What lines of the listing include the string "points"? Show them all.

Data shown →
● ● ● ●

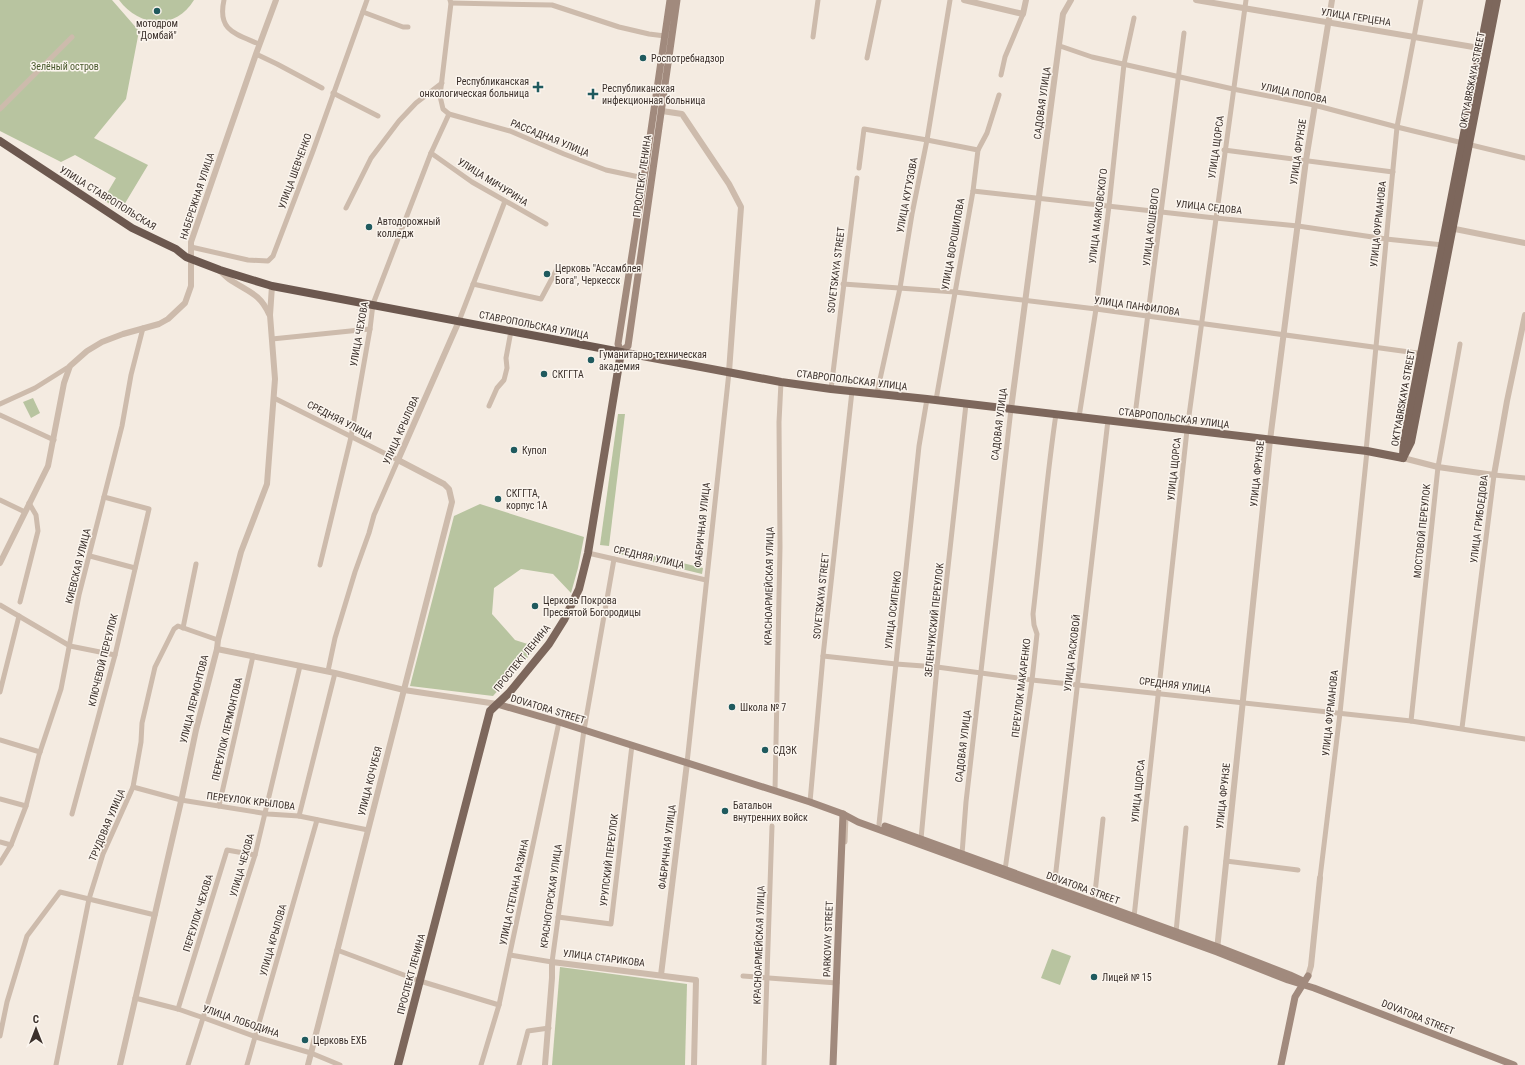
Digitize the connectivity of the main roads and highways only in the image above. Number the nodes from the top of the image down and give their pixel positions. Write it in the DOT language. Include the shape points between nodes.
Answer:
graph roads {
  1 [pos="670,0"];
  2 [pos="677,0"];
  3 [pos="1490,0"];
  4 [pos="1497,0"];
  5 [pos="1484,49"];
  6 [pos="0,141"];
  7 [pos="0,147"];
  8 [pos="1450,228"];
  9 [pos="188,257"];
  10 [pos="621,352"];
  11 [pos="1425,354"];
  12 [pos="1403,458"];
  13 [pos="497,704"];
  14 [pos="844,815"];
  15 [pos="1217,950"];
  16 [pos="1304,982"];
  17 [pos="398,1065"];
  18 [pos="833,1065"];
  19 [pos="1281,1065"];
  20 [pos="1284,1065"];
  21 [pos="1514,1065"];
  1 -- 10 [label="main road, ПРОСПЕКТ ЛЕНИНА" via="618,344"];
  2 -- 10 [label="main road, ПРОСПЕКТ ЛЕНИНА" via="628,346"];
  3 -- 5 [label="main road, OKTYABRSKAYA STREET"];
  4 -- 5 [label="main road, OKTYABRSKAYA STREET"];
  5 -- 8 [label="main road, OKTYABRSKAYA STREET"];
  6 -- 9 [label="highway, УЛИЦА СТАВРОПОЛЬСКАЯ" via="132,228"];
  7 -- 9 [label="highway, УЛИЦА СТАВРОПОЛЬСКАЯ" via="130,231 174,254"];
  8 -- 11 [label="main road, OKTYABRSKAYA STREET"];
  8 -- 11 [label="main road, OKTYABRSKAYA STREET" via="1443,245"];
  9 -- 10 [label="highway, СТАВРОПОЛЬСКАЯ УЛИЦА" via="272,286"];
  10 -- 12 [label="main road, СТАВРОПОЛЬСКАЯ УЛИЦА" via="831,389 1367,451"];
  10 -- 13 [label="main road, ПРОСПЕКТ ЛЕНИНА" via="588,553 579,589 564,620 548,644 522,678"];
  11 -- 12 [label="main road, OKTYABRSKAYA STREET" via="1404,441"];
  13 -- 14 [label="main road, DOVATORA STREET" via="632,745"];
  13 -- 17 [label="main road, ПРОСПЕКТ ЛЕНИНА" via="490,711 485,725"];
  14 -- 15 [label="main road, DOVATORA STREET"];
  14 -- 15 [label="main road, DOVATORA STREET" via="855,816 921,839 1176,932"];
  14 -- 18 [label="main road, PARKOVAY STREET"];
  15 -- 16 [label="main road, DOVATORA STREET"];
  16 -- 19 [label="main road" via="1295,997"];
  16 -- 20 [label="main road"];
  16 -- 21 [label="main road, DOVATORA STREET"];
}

● ● ● ●

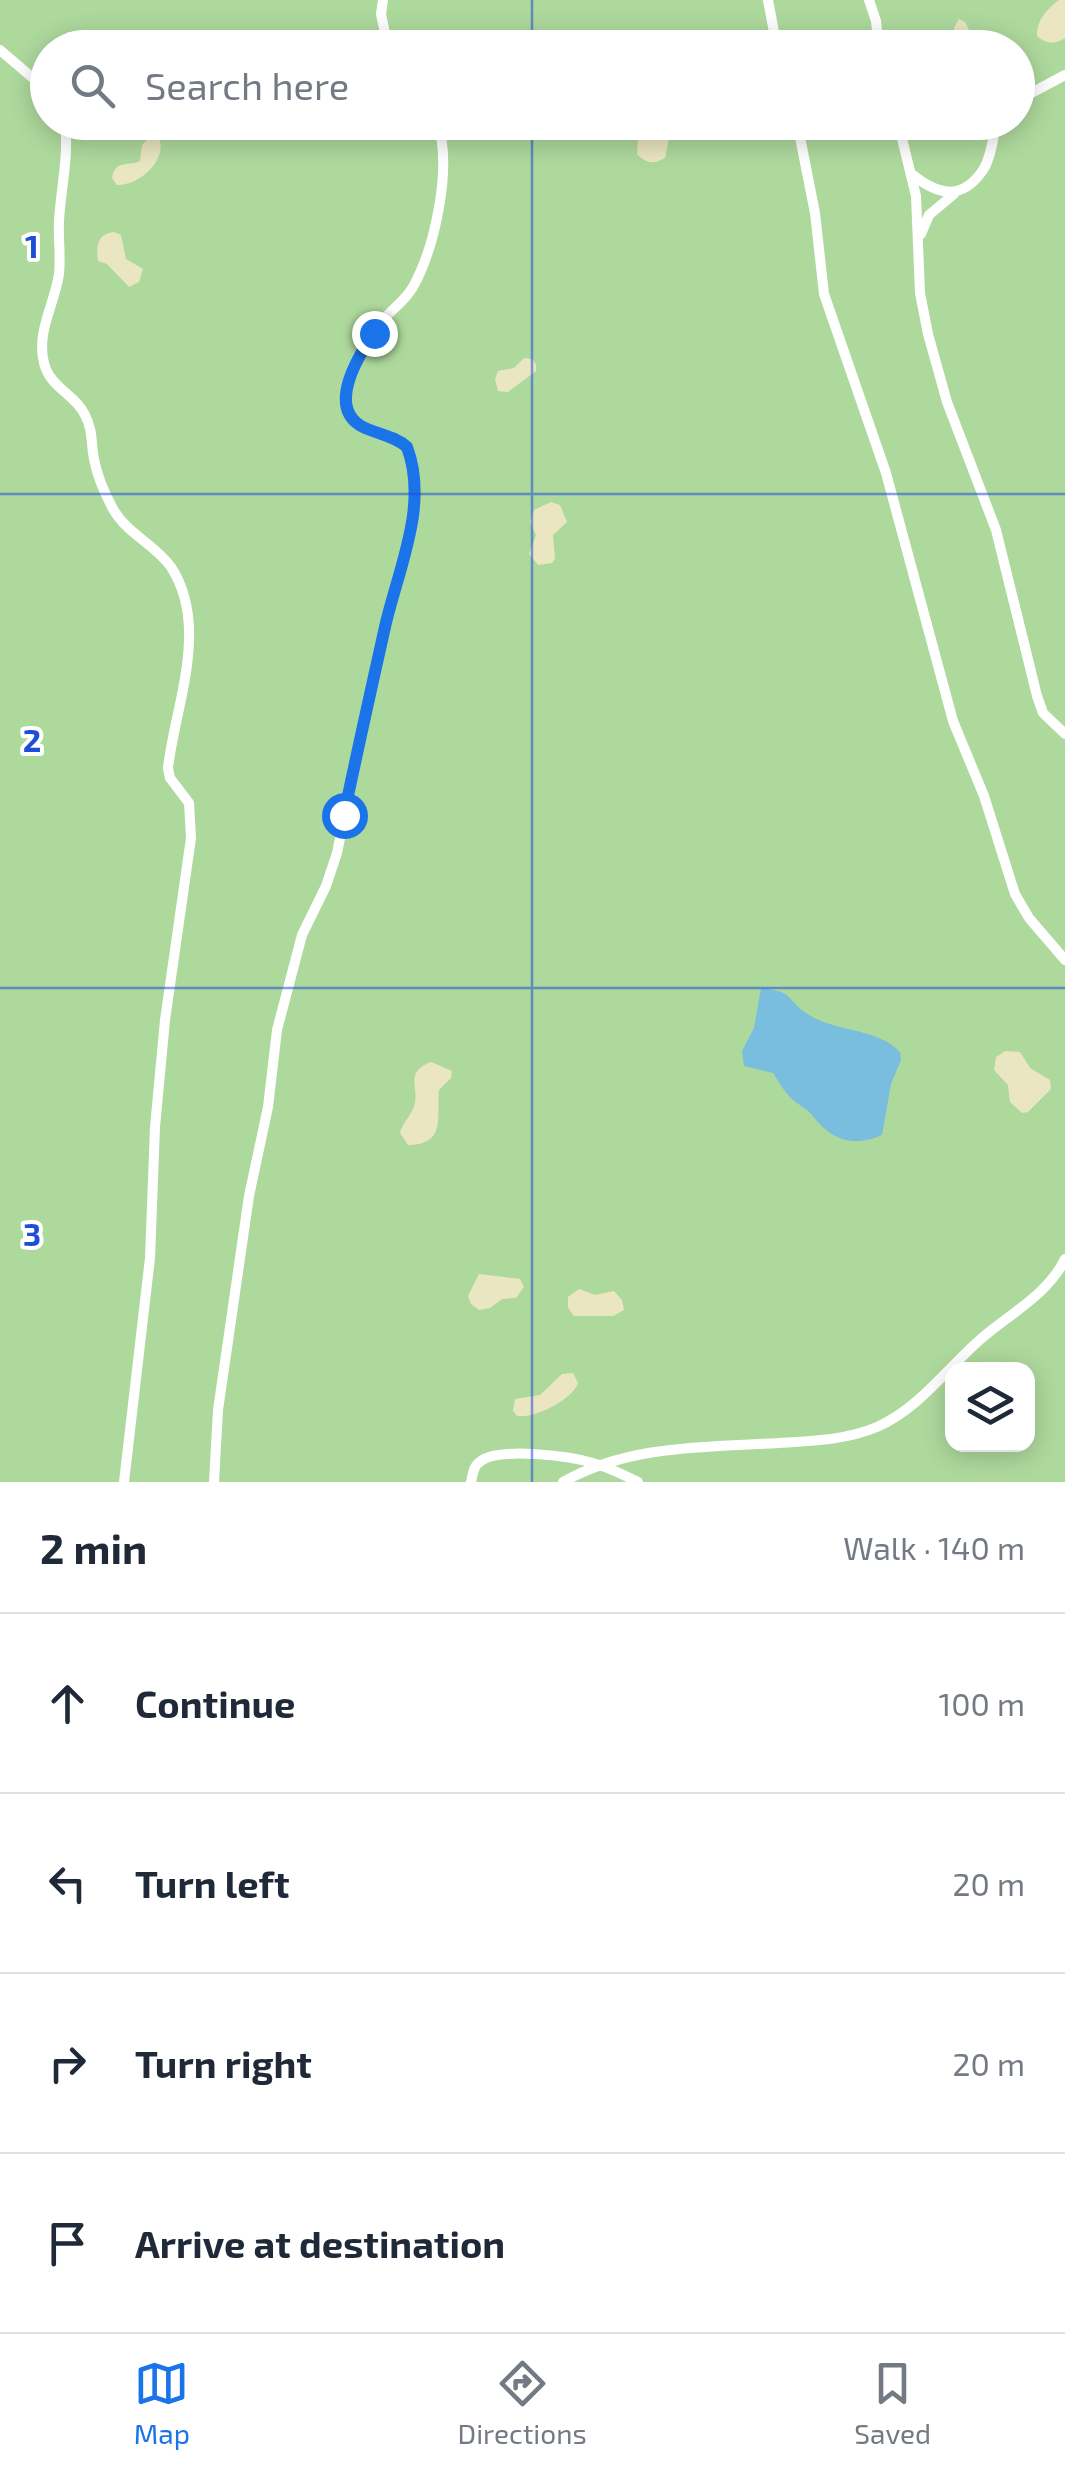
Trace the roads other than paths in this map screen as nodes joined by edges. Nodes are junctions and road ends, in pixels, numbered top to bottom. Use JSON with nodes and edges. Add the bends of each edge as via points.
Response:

● ● ● ●

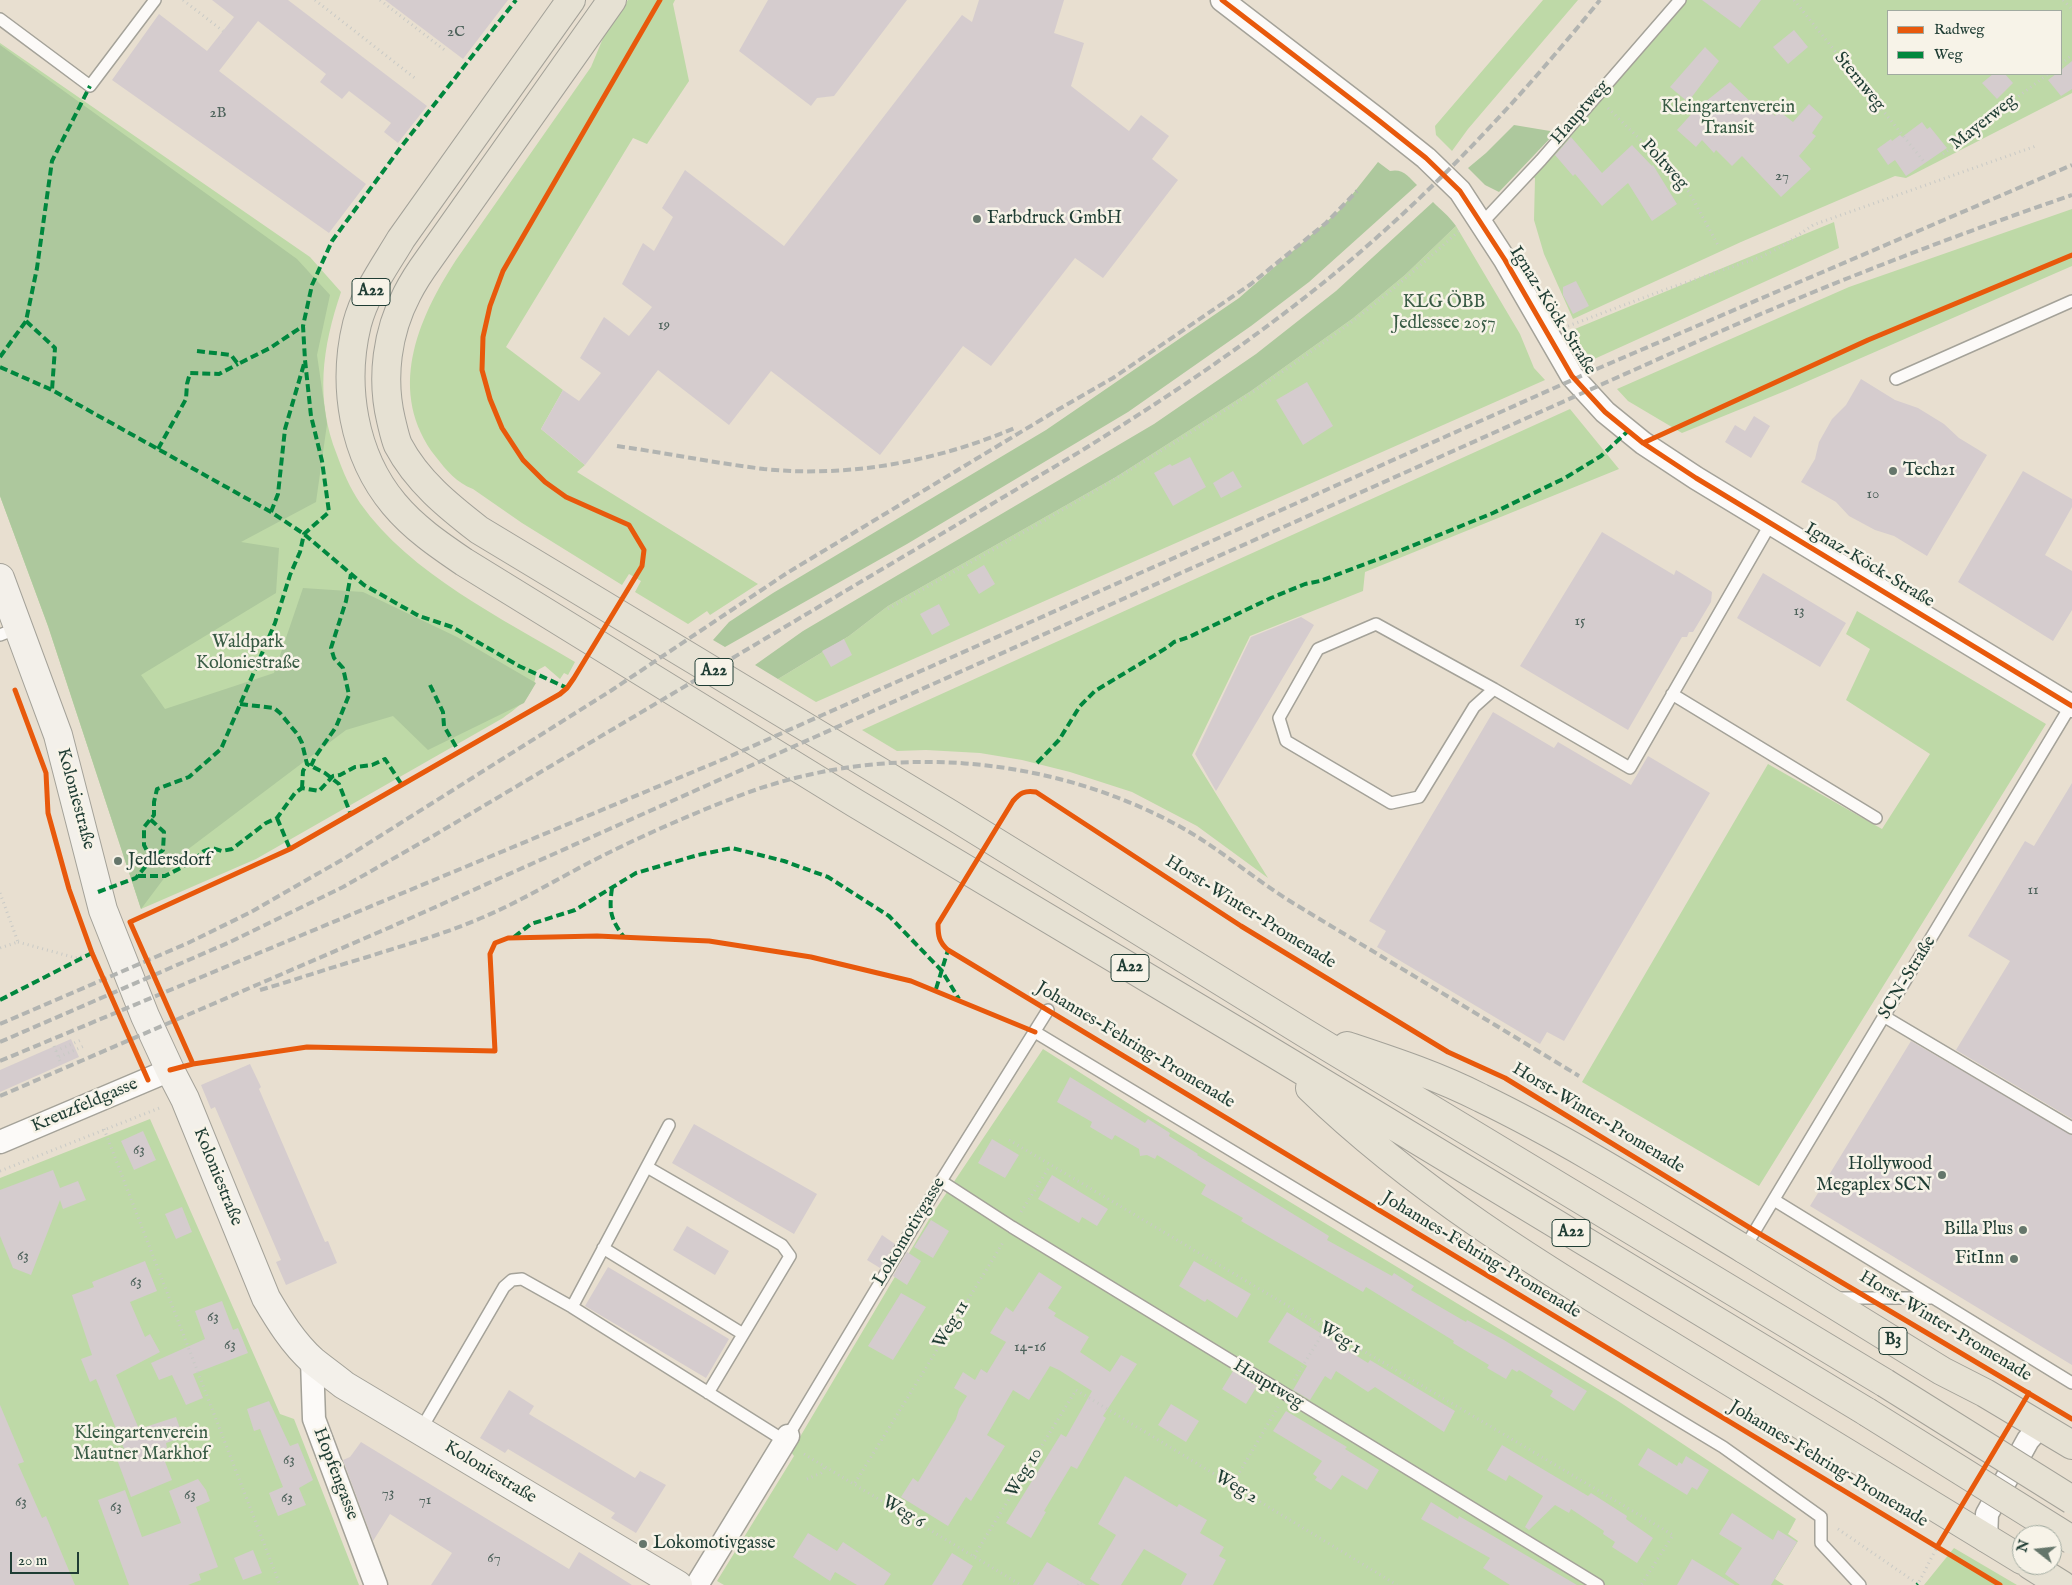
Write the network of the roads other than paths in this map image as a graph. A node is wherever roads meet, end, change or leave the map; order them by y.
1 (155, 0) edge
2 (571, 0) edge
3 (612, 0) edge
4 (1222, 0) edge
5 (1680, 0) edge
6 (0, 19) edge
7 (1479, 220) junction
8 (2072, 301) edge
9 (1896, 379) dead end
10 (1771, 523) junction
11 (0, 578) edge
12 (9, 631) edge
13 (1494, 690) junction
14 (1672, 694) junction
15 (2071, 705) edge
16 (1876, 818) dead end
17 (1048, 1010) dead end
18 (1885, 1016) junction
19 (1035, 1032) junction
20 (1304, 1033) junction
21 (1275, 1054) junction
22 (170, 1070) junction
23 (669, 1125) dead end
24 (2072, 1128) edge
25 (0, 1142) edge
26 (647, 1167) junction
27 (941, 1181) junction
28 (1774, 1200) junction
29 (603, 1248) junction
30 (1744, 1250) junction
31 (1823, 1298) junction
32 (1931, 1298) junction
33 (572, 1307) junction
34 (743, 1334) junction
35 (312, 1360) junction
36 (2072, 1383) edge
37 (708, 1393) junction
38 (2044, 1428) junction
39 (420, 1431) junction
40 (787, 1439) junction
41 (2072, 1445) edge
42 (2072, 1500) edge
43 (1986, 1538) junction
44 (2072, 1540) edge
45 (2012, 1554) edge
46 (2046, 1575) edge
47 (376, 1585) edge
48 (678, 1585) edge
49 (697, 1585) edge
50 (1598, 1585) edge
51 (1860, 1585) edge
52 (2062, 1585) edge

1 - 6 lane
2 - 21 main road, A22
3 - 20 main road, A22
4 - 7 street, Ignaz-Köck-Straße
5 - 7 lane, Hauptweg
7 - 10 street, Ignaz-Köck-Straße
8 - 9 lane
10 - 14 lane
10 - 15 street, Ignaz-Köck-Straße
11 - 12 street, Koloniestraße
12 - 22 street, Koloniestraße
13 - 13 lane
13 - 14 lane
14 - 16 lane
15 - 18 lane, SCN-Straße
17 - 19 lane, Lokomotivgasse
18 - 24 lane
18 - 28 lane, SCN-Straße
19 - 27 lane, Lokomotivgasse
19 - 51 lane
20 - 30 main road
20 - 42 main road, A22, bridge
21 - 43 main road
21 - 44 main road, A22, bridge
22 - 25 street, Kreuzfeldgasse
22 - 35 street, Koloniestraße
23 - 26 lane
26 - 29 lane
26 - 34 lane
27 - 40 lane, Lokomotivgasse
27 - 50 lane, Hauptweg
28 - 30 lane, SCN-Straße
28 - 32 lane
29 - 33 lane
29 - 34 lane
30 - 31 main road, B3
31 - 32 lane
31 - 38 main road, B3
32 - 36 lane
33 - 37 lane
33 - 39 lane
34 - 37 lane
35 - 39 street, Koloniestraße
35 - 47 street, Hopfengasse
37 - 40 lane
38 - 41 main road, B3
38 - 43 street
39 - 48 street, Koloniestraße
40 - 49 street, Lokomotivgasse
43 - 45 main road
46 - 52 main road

● ● ● ●

Result →
Digitize the connectivity of the main roads and highways only in the image above. Number the nodes from the top of the image down and give their pixel positions. Write it in the DOT language. Include the shape points between nodes.
Trace the roads other than paths in this map screen as nodes joined by edges. Nodes are junctions and road ends, in pixels, numbered top to bottom. Use JSON with nodes and edges. Add the bends of each edge as via points.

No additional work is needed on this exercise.